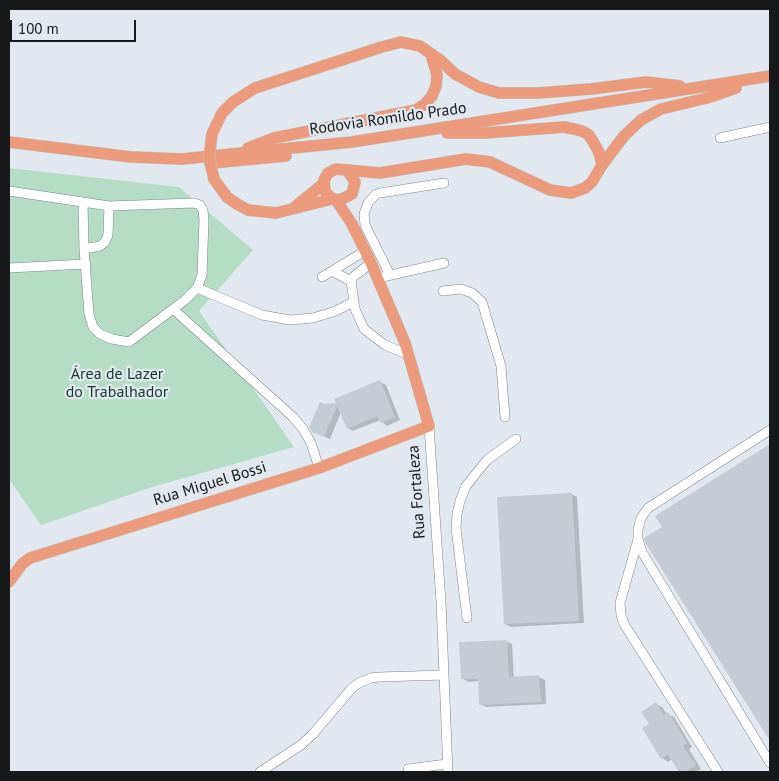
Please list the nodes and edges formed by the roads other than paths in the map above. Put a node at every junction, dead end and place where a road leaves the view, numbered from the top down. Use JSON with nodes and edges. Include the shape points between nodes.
{"nodes":[{"id":1,"x":431,"y":54,"type":"junction"},
{"id":2,"x":770,"y":76,"type":"edge"},
{"id":3,"x":770,"y":82,"type":"edge"},
{"id":4,"x":694,"y":88,"type":"junction"},
{"id":5,"x":736,"y":88,"type":"junction"},
{"id":6,"x":770,"y":127,"type":"edge"},
{"id":7,"x":437,"y":134,"type":"junction"},
{"id":8,"x":720,"y":138,"type":"dead end"},
{"id":9,"x":9,"y":142,"type":"edge"},
{"id":10,"x":9,"y":147,"type":"edge"},
{"id":11,"x":233,"y":154,"type":"junction"},
{"id":12,"x":602,"y":165,"type":"junction"},
{"id":13,"x":348,"y":171,"type":"junction"},
{"id":14,"x":380,"y":173,"type":"junction"},
{"id":15,"x":444,"y":183,"type":"dead end"},
{"id":16,"x":324,"y":184,"type":"junction"},
{"id":17,"x":9,"y":191,"type":"edge"},
{"id":18,"x":353,"y":192,"type":"junction"},
{"id":19,"x":334,"y":199,"type":"junction"},
{"id":20,"x":84,"y":202,"type":"junction"},
{"id":21,"x":108,"y":206,"type":"junction"},
{"id":22,"x":291,"y":210,"type":"junction"},
{"id":23,"x":352,"y":224,"type":"junction"},
{"id":24,"x":84,"y":249,"type":"junction"},
{"id":25,"x":365,"y":251,"type":"junction"},
{"id":26,"x":371,"y":263,"type":"junction"},
{"id":27,"x":444,"y":263,"type":"dead end"},
{"id":28,"x":86,"y":264,"type":"junction"},
{"id":29,"x":9,"y":268,"type":"edge"},
{"id":30,"x":332,"y":271,"type":"junction"},
{"id":31,"x":390,"y":275,"type":"junction"},
{"id":32,"x":322,"y":277,"type":"dead end"},
{"id":33,"x":378,"y":278,"type":"junction"},
{"id":34,"x":351,"y":281,"type":"junction"},
{"id":35,"x":197,"y":288,"type":"junction"},
{"id":36,"x":443,"y":291,"type":"dead end"},
{"id":37,"x":353,"y":302,"type":"junction"},
{"id":38,"x":173,"y":309,"type":"junction"},
{"id":39,"x":408,"y":355,"type":"junction"},
{"id":40,"x":505,"y":417,"type":"dead end"},
{"id":41,"x":429,"y":426,"type":"junction"},
{"id":42,"x":770,"y":430,"type":"edge"},
{"id":43,"x":516,"y":439,"type":"dead end"},
{"id":44,"x":319,"y":468,"type":"junction"},
{"id":45,"x":638,"y":539,"type":"junction"},
{"id":46,"x":9,"y":582,"type":"edge"},
{"id":47,"x":467,"y":618,"type":"dead end"},
{"id":48,"x":444,"y":675,"type":"junction"},
{"id":49,"x":770,"y":764,"type":"edge"},
{"id":50,"x":448,"y":768,"type":"edge"},
{"id":51,"x":408,"y":769,"type":"dead end"},
{"id":52,"x":260,"y":772,"type":"edge"},
{"id":53,"x":718,"y":772,"type":"edge"}],
"edges":[{"from":1,"to":4,"type":"main road","via":[[455,74],[480,88],[499,93],[538,93],[646,82]]},
{"from":1,"to":11,"type":"main road","via":[[437,75],[436,86],[432,96],[416,110],[274,138]]},
{"from":1,"to":22,"type":"main road","bridge":true,"via":[[420,46],[401,42],[382,46],[254,88],[222,113],[212,134],[209,158],[214,179],[227,197],[248,210],[276,213]]},
{"from":2,"to":4,"type":"main road","name":"Rodovia Romildo Prado"},
{"from":3,"to":5,"type":"main road","name":"Rodovia Romildo Prado"},
{"from":4,"to":11,"type":"main road","name":"Rodovia Romildo Prado","via":[[352,142]]},
{"from":5,"to":7,"type":"main road","name":"Rodovia Romildo Prado"},
{"from":5,"to":12,"type":"main road","via":[[661,109],[641,120]]},
{"from":6,"to":8,"type":"street"},
{"from":7,"to":10,"type":"main road","name":"Rodovia Romildo Prado","via":[[274,157],[183,164],[130,163]]},
{"from":7,"to":12,"type":"main road","via":[[564,127],[589,135]]},
{"from":9,"to":11,"type":"main road","name":"Rodovia Romildo Prado","via":[[131,157],[182,159]]},
{"from":12,"to":14,"type":"main road","via":[[592,182],[571,193],[550,190],[490,162],[466,159]]},
{"from":13,"to":14,"type":"main road"},
{"from":13,"to":16,"type":"main road","via":[[332,170]]},
{"from":13,"to":18,"type":"main road","via":[[355,182]]},
{"from":14,"to":18,"type":"main road"},
{"from":15,"to":31,"type":"street","via":[[376,194],[368,203],[364,214],[366,224]]},
{"from":16,"to":19,"type":"main road","via":[[325,191]]},
{"from":16,"to":22,"type":"main road"},
{"from":17,"to":20,"type":"street"},
{"from":18,"to":19,"type":"main road","via":[[342,199]]},
{"from":18,"to":23,"type":"main road","name":"Rua Fortaleza"},
{"from":19,"to":22,"type":"main road"},
{"from":19,"to":23,"type":"main road","name":"Rua Fortaleza"},
{"from":20,"to":21,"type":"street"},
{"from":20,"to":24,"type":"street"},
{"from":21,"to":24,"type":"street","via":[[105,242]]},
{"from":21,"to":35,"type":"street","via":[[200,205],[204,220],[202,275]]},
{"from":23,"to":25,"type":"main road","name":"Rua Fortaleza"},
{"from":24,"to":28,"type":"street"},
{"from":25,"to":26,"type":"main road","name":"Rua Fortaleza"},
{"from":25,"to":30,"type":"street"},
{"from":26,"to":33,"type":"main road","name":"Rua Fortaleza"},
{"from":26,"to":34,"type":"street"},
{"from":27,"to":31,"type":"street"},
{"from":28,"to":29,"type":"street"},
{"from":28,"to":38,"type":"street","via":[[89,314],[93,327],[100,334],[129,342]]},
{"from":30,"to":32,"type":"street"},
{"from":30,"to":34,"type":"street"},
{"from":31,"to":33,"type":"street"},
{"from":33,"to":39,"type":"main road","name":"Rua Fortaleza"},
{"from":34,"to":37,"type":"street"},
{"from":35,"to":37,"type":"street","via":[[262,316],[290,320],[313,318]]},
{"from":35,"to":38,"type":"street"},
{"from":36,"to":40,"type":"street","via":[[461,289],[482,302],[501,366]]},
{"from":37,"to":39,"type":"street","via":[[364,330],[385,345]]},
{"from":38,"to":44,"type":"street","via":[[292,417],[311,443]]},
{"from":39,"to":41,"type":"main road","name":"Rua Fortaleza"},
{"from":41,"to":44,"type":"main road","name":"Rua Miguel Bossi"},
{"from":41,"to":48,"type":"street","name":"Rua Fortaleza"},
{"from":42,"to":45,"type":"street","via":[[648,508],[641,518]]},
{"from":43,"to":47,"type":"street","via":[[487,460],[466,486],[460,501],[456,528]]},
{"from":44,"to":46,"type":"main road","name":"Rua Miguel Bossi","via":[[30,558]]},
{"from":45,"to":49,"type":"street","via":[[642,552]]},
{"from":45,"to":53,"type":"street","via":[[620,603],[624,624]]},
{"from":48,"to":50,"type":"street","name":"Rua Fortaleza"},
{"from":48,"to":52,"type":"street","via":[[379,677],[359,683],[301,745]]},
{"from":50,"to":51,"type":"street"}]}
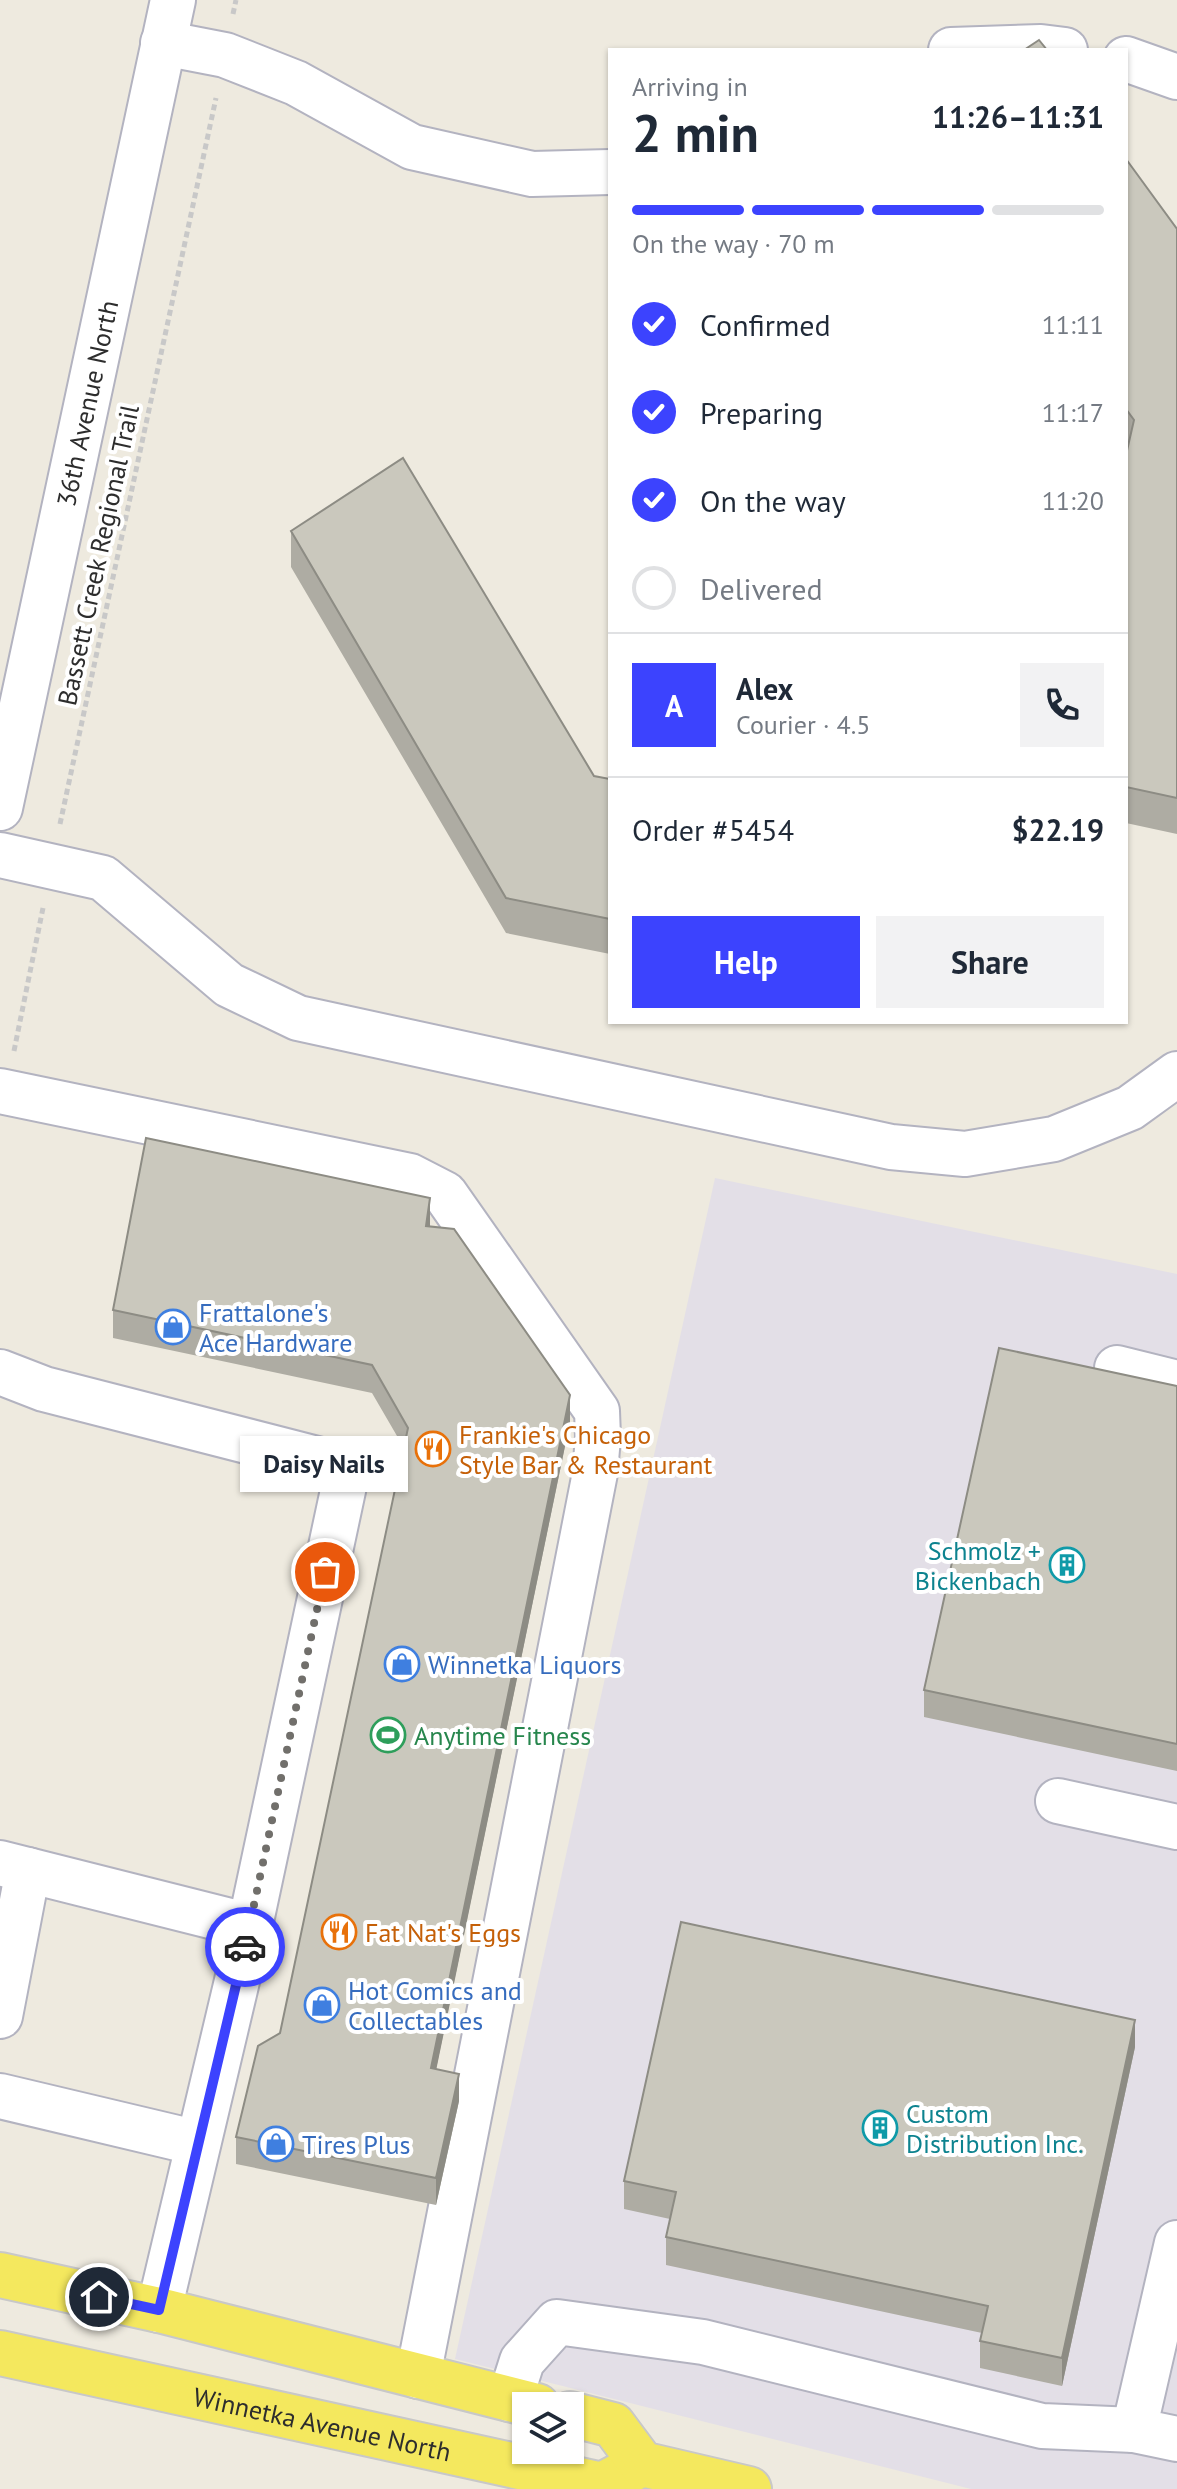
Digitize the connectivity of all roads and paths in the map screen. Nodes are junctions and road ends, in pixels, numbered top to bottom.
1 (173, 0) edge
2 (236, 0) edge
3 (163, 43) junction
4 (1011, 48) edge
5 (1049, 48) edge
6 (225, 55) junction
7 (1128, 60) edge
8 (1177, 77) edge
9 (608, 172) edge
10 (0, 808) edge
11 (0, 855) edge
12 (51, 865) junction
13 (1177, 1074) edge
14 (3, 1091) edge
15 (1117, 1368) dead end
16 (0, 1372) edge
17 (1177, 1383) edge
18 (1058, 1801) dead end
19 (1177, 1827) edge
20 (14, 1866) edge
21 (250, 1926) junction
22 (0, 2016) edge
23 (0, 2096) edge
24 (198, 2143) junction
25 (1177, 2243) edge
26 (0, 2275) edge
27 (159, 2310) junction
28 (0, 2353) edge
29 (418, 2376) junction
30 (523, 2392) edge
31 (512, 2400) edge
32 (584, 2418) edge
33 (1134, 2430) junction
34 (1177, 2439) edge
35 (642, 2464) junction
36 (749, 2489) edge

1 - 3 street, 36th Avenue North
2 - 6 path, Bassett Creek Regional Trail
3 - 6 street
3 - 10 street, 36th Avenue North
4 - 5 street
6 - 9 street
6 - 12 path, Bassett Creek Regional Trail
7 - 8 street
11 - 12 street
12 - 13 street
12 - 14 path, Bassett Creek Regional Trail
14 - 29 street
15 - 17 street
16 - 21 street
18 - 19 street
20 - 21 street
20 - 22 street
21 - 24 street
23 - 24 street
24 - 27 street
25 - 33 street
26 - 27 main road
27 - 29 main road
28 - 35 main road, Winnetka Avenue North
29 - 31 main road
30 - 33 street
32 - 35 main road
33 - 34 street
35 - 36 main road

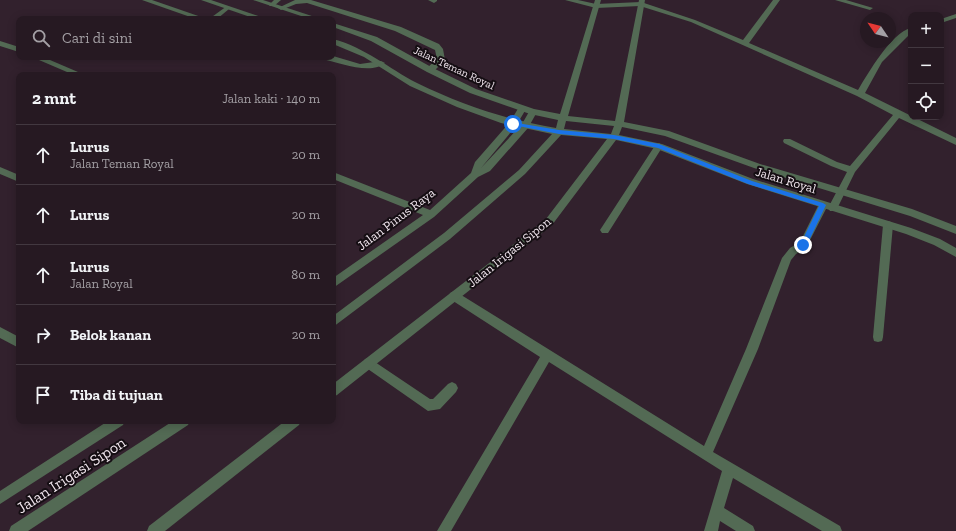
********
§ Task goal
Nothing but the lines from the line with "Digitize the connectivity" through the last line of the data above should be printed, exactly as written and without pictures.

§ Written answer
Digitize the connectivity of all roads and paths in the map screen. Nodes are junctions and road ends, in pixels, numbered top to bottom.
1 (173, 0) edge
2 (236, 0) edge
3 (163, 43) junction
4 (1011, 48) edge
5 (1049, 48) edge
6 (225, 55) junction
7 (1128, 60) edge
8 (1177, 77) edge
9 (608, 172) edge
10 (0, 808) edge
11 (0, 855) edge
12 (51, 865) junction
13 (1177, 1074) edge
14 (3, 1091) edge
15 (1117, 1368) dead end
16 (0, 1372) edge
17 (1177, 1383) edge
18 (1058, 1801) dead end
19 (1177, 1827) edge
20 (14, 1866) edge
21 (250, 1926) junction
22 (0, 2016) edge
23 (0, 2096) edge
24 (198, 2143) junction
25 (1177, 2243) edge
26 (0, 2275) edge
27 (159, 2310) junction
28 (0, 2353) edge
29 (418, 2376) junction
30 (523, 2392) edge
31 (512, 2400) edge
32 (584, 2418) edge
33 (1134, 2430) junction
34 (1177, 2439) edge
35 (642, 2464) junction
36 (749, 2489) edge

1 - 3 street, 36th Avenue North
2 - 6 path, Bassett Creek Regional Trail
3 - 6 street
3 - 10 street, 36th Avenue North
4 - 5 street
6 - 9 street
6 - 12 path, Bassett Creek Regional Trail
7 - 8 street
11 - 12 street
12 - 13 street
12 - 14 path, Bassett Creek Regional Trail
14 - 29 street
15 - 17 street
16 - 21 street
18 - 19 street
20 - 21 street
20 - 22 street
21 - 24 street
23 - 24 street
24 - 27 street
25 - 33 street
26 - 27 main road
27 - 29 main road
28 - 35 main road, Winnetka Avenue North
29 - 31 main road
30 - 33 street
32 - 35 main road
33 - 34 street
35 - 36 main road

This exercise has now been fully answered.